[Start of section]

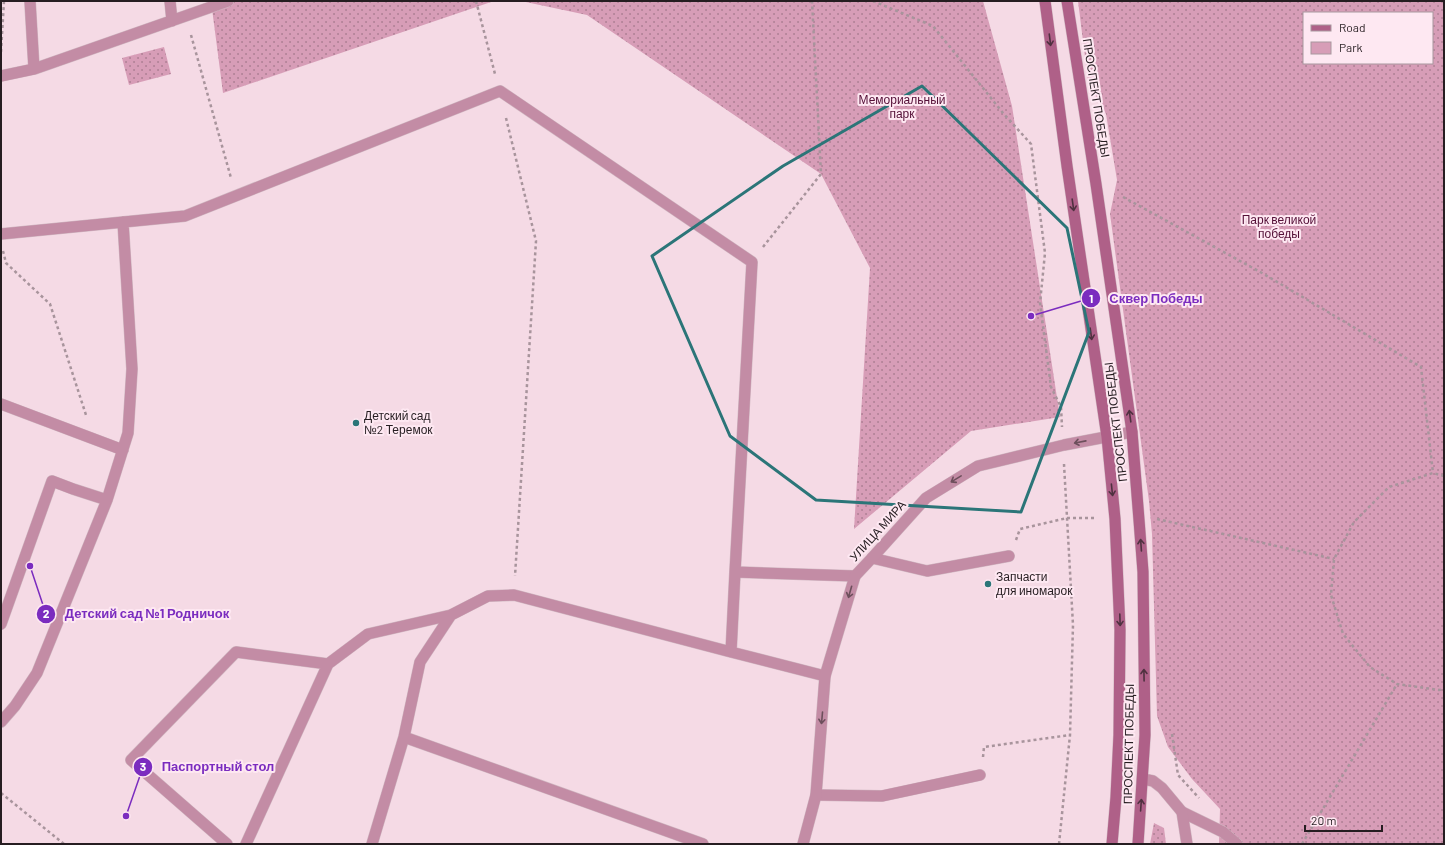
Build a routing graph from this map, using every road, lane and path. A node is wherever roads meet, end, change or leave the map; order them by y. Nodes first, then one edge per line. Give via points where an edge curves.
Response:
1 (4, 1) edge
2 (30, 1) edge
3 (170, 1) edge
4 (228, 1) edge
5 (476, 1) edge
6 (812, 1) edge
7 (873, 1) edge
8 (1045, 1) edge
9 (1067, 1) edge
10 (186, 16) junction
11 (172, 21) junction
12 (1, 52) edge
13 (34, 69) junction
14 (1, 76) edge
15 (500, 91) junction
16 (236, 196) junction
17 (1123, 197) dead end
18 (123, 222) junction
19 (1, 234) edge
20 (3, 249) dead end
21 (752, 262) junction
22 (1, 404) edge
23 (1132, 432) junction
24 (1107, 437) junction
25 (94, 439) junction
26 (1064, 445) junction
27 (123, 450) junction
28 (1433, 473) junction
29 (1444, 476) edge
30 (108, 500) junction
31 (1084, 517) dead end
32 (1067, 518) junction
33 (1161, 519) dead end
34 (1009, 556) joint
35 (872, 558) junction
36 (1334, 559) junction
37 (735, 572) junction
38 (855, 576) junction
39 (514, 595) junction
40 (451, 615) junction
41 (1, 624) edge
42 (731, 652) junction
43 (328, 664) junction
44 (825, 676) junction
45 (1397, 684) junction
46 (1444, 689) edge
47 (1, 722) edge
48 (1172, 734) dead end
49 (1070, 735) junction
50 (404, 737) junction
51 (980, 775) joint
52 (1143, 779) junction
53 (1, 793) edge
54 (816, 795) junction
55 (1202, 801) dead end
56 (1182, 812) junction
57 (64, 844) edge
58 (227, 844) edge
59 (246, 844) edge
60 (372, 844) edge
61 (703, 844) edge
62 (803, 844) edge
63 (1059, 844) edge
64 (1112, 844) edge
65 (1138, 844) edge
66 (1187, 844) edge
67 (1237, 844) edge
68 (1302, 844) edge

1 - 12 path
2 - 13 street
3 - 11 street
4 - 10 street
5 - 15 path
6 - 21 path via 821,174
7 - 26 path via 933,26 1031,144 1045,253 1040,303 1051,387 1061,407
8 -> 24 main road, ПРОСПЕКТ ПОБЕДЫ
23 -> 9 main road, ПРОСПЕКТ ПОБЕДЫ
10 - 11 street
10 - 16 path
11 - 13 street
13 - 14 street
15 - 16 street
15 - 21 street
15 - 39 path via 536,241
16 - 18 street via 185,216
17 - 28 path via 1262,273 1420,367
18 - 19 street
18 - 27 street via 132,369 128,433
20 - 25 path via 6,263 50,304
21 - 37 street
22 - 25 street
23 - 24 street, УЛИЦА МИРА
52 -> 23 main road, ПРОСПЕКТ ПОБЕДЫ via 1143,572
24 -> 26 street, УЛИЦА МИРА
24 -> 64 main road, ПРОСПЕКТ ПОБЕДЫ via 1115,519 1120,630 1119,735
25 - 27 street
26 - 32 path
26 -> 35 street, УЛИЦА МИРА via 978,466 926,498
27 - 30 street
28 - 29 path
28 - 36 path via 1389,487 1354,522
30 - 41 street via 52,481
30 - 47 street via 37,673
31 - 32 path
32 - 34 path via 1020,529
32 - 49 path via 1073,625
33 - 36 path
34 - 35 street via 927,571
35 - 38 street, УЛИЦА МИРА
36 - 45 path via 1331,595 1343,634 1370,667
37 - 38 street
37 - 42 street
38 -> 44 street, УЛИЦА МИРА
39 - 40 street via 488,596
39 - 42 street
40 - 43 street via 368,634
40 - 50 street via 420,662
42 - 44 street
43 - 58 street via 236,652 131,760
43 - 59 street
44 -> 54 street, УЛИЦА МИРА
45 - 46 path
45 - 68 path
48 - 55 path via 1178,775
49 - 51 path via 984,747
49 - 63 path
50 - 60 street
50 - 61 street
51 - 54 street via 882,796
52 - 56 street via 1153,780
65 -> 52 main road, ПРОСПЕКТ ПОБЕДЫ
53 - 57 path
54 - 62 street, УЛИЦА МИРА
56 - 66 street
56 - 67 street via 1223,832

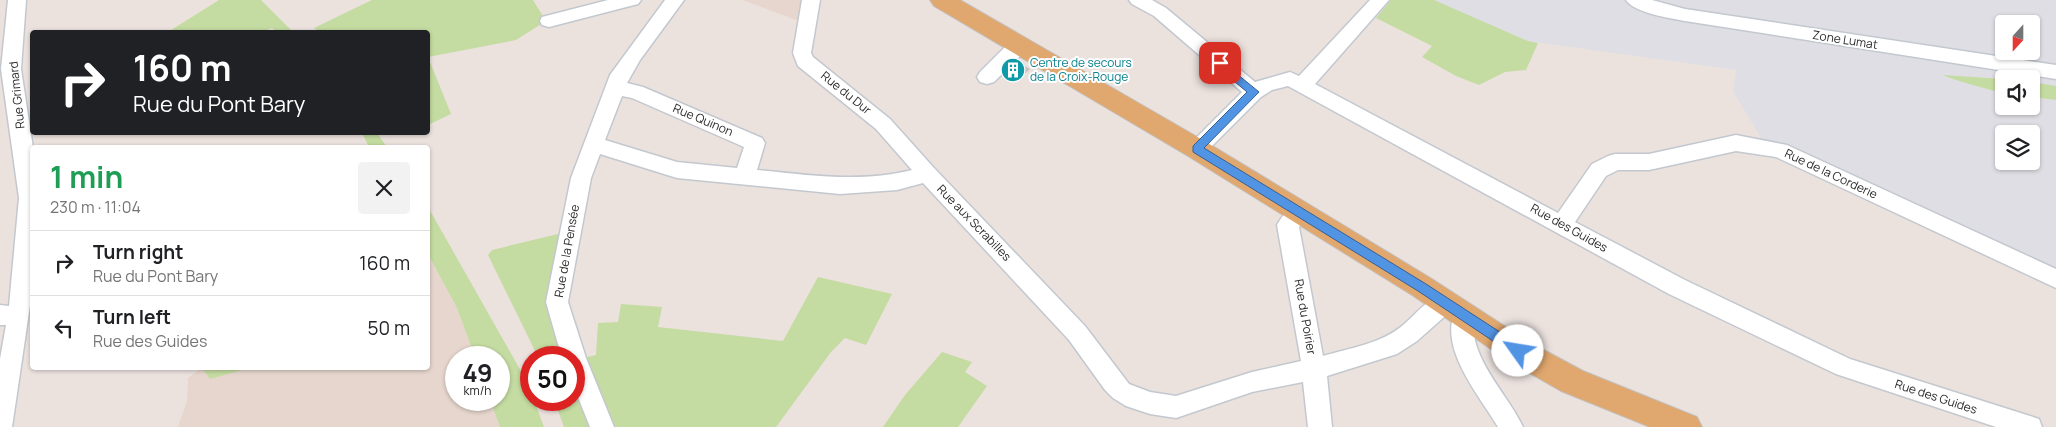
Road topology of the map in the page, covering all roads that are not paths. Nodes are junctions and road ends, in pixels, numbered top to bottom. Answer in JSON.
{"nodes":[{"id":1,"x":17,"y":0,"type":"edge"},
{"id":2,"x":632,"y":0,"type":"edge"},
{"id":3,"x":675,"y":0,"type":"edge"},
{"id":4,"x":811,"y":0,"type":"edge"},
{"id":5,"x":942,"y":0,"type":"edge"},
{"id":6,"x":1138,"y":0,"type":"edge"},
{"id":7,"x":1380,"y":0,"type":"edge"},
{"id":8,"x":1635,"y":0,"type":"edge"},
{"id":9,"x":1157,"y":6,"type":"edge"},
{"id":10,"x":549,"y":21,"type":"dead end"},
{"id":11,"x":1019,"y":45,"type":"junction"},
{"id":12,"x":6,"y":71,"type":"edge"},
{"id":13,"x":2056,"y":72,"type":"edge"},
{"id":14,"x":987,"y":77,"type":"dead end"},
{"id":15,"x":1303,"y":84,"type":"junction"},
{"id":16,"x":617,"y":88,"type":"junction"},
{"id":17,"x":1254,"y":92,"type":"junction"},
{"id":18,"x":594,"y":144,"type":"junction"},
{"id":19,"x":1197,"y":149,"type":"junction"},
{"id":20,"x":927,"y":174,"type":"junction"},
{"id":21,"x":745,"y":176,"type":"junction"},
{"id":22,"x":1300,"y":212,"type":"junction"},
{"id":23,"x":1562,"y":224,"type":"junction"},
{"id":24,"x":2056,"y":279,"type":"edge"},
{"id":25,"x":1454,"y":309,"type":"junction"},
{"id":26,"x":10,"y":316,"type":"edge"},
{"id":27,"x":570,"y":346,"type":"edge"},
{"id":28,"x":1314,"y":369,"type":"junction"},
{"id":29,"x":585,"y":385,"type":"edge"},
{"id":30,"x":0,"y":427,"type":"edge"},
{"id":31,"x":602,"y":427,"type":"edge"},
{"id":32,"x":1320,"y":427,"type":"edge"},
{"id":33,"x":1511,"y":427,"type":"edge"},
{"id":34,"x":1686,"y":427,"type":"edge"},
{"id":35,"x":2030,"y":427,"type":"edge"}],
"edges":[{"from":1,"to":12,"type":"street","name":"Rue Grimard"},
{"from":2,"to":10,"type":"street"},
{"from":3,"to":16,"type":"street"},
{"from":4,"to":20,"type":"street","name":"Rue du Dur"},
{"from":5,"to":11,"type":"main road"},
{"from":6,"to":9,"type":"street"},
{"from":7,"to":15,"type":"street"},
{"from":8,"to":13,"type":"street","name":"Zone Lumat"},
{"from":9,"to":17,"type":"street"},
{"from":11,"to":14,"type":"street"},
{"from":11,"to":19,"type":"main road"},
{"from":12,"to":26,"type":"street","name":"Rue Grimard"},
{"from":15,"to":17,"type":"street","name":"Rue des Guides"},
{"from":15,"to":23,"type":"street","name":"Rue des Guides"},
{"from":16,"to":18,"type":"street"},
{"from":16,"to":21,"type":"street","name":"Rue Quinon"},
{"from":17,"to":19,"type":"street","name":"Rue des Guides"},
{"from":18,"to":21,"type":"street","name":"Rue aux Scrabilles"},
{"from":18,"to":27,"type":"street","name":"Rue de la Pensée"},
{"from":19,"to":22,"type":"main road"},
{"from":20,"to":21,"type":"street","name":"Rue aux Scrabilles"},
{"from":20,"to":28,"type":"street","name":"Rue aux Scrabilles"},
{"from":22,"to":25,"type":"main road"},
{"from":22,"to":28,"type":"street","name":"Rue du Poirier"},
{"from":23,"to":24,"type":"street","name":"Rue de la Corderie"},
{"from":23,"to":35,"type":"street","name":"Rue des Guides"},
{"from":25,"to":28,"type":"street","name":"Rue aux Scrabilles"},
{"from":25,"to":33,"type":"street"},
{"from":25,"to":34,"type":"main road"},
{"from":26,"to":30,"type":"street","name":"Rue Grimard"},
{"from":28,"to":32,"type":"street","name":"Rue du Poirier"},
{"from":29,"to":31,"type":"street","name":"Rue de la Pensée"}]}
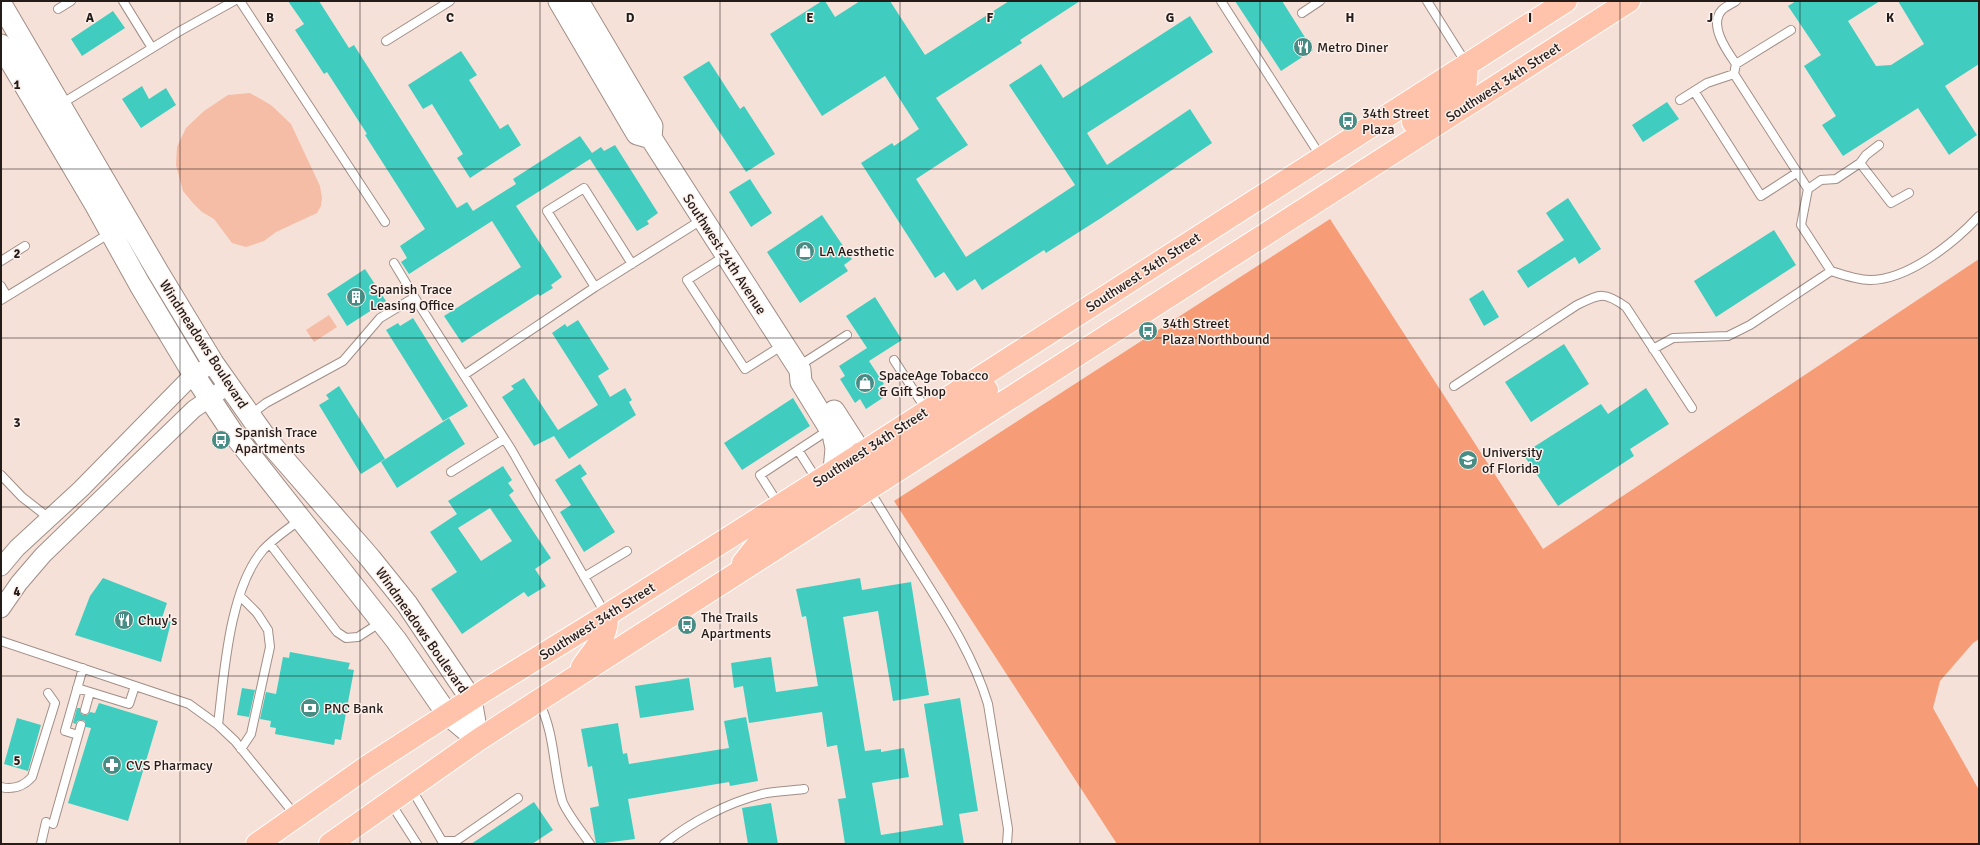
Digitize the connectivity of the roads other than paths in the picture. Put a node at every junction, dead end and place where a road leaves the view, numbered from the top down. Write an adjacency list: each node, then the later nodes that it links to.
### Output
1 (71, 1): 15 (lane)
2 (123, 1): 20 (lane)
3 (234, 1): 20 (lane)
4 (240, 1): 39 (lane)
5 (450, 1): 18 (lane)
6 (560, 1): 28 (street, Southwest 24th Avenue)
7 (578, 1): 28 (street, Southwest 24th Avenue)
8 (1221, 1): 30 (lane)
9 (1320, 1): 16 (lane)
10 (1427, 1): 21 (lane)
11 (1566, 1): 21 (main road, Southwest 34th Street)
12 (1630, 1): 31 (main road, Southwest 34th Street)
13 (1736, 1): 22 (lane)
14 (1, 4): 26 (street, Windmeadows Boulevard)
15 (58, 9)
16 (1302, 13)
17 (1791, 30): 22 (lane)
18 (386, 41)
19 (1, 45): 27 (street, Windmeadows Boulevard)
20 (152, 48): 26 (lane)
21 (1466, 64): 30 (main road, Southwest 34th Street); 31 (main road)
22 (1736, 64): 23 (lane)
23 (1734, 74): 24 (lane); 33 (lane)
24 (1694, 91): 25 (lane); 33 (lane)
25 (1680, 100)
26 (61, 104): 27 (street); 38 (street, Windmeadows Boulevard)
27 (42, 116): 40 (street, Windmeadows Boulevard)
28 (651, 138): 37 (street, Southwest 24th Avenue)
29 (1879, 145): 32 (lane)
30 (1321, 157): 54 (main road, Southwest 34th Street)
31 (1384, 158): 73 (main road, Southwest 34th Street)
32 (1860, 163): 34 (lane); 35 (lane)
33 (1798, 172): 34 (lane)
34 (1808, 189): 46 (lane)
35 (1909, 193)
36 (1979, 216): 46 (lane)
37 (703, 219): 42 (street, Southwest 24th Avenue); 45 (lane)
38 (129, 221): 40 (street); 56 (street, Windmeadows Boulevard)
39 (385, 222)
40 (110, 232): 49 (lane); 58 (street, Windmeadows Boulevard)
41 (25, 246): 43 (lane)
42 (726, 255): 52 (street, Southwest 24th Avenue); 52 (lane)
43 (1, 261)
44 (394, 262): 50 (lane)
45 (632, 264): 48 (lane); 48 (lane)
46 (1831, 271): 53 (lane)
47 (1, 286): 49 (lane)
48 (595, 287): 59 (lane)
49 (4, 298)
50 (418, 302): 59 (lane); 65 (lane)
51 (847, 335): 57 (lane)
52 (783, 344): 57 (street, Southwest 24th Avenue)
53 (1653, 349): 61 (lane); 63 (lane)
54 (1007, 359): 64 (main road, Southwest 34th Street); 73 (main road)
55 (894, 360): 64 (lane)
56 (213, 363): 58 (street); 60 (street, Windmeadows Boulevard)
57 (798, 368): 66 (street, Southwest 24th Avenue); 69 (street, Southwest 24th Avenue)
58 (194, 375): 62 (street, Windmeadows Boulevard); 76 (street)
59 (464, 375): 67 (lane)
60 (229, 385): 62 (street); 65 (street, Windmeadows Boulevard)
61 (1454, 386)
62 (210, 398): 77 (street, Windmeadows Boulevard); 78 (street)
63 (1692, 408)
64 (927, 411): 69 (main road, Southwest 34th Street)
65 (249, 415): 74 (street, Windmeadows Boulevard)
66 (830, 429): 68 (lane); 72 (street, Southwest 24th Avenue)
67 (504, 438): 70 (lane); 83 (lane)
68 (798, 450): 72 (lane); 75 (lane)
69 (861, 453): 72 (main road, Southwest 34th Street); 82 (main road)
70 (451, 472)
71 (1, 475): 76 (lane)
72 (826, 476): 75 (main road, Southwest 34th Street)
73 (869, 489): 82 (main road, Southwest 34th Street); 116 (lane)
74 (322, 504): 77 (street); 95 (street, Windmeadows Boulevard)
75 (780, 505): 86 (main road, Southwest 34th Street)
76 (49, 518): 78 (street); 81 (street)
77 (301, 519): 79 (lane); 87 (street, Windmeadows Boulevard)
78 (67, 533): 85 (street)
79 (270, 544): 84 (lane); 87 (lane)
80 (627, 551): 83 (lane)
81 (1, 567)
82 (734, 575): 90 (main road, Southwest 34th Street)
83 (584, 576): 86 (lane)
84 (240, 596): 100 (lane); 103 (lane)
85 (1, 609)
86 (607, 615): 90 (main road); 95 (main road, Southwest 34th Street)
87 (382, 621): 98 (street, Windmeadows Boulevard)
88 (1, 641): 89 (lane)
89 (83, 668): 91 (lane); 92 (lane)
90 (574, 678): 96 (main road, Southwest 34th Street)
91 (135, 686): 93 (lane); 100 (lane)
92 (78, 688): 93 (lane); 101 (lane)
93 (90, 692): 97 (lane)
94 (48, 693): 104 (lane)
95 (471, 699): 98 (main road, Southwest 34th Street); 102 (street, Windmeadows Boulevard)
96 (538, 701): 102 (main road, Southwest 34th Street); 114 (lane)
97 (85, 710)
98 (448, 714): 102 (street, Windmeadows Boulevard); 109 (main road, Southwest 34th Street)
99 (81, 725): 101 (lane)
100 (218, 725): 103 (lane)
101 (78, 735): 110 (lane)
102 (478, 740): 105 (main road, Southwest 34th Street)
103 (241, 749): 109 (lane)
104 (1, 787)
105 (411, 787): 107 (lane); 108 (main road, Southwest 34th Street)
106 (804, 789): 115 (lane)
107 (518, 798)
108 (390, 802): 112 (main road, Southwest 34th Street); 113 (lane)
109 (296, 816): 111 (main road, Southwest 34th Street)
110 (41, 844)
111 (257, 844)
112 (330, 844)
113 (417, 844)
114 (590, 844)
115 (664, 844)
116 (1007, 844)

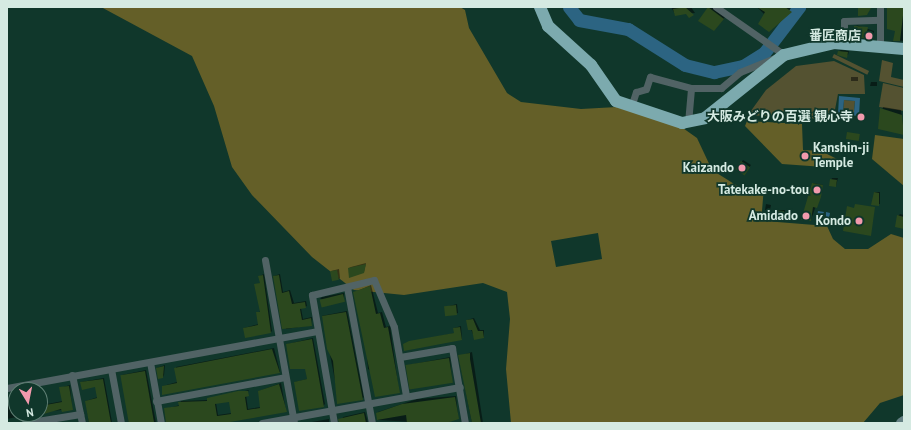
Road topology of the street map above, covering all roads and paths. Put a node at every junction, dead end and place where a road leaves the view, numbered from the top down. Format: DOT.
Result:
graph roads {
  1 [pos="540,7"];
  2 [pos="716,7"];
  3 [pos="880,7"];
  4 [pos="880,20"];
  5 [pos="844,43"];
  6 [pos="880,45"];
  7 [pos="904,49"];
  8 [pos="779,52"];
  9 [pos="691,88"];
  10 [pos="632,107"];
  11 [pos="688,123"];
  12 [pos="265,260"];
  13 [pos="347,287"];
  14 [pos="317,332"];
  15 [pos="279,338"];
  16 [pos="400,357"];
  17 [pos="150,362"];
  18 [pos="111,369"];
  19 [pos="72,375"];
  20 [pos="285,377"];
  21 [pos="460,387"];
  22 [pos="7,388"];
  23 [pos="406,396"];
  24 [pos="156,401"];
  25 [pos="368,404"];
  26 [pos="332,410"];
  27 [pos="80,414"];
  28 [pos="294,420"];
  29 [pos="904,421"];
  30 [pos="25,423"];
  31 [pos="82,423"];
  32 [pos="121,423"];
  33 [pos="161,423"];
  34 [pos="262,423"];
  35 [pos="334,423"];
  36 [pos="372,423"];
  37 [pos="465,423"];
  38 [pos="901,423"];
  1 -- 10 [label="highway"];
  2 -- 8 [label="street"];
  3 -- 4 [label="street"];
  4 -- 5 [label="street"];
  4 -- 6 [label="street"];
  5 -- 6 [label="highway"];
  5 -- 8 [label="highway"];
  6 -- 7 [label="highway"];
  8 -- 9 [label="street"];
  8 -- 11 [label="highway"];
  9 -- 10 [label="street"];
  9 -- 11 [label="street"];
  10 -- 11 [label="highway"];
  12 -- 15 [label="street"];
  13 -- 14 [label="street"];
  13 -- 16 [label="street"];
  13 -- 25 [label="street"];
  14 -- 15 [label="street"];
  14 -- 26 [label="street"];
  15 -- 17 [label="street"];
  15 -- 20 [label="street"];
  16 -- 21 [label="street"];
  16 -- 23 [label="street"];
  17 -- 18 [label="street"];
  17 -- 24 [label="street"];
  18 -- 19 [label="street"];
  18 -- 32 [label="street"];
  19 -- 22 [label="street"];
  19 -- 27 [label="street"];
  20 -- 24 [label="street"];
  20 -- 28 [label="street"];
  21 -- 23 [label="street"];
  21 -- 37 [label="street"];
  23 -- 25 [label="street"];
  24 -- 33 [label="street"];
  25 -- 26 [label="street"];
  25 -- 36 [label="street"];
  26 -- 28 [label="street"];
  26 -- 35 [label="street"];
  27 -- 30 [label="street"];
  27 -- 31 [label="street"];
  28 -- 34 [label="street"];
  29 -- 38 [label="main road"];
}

[End of section]

Work instruction
Check each line of the entries for "Avenue" and copy those that have it.

Solution for this task
6 (560, 1): 28 (street, Southwest 24th Avenue)
7 (578, 1): 28 (street, Southwest 24th Avenue)
28 (651, 138): 37 (street, Southwest 24th Avenue)
37 (703, 219): 42 (street, Southwest 24th Avenue); 45 (lane)
42 (726, 255): 52 (street, Southwest 24th Avenue); 52 (lane)
52 (783, 344): 57 (street, Southwest 24th Avenue)
57 (798, 368): 66 (street, Southwest 24th Avenue); 69 (street, Southwest 24th Avenue)
66 (830, 429): 68 (lane); 72 (street, Southwest 24th Avenue)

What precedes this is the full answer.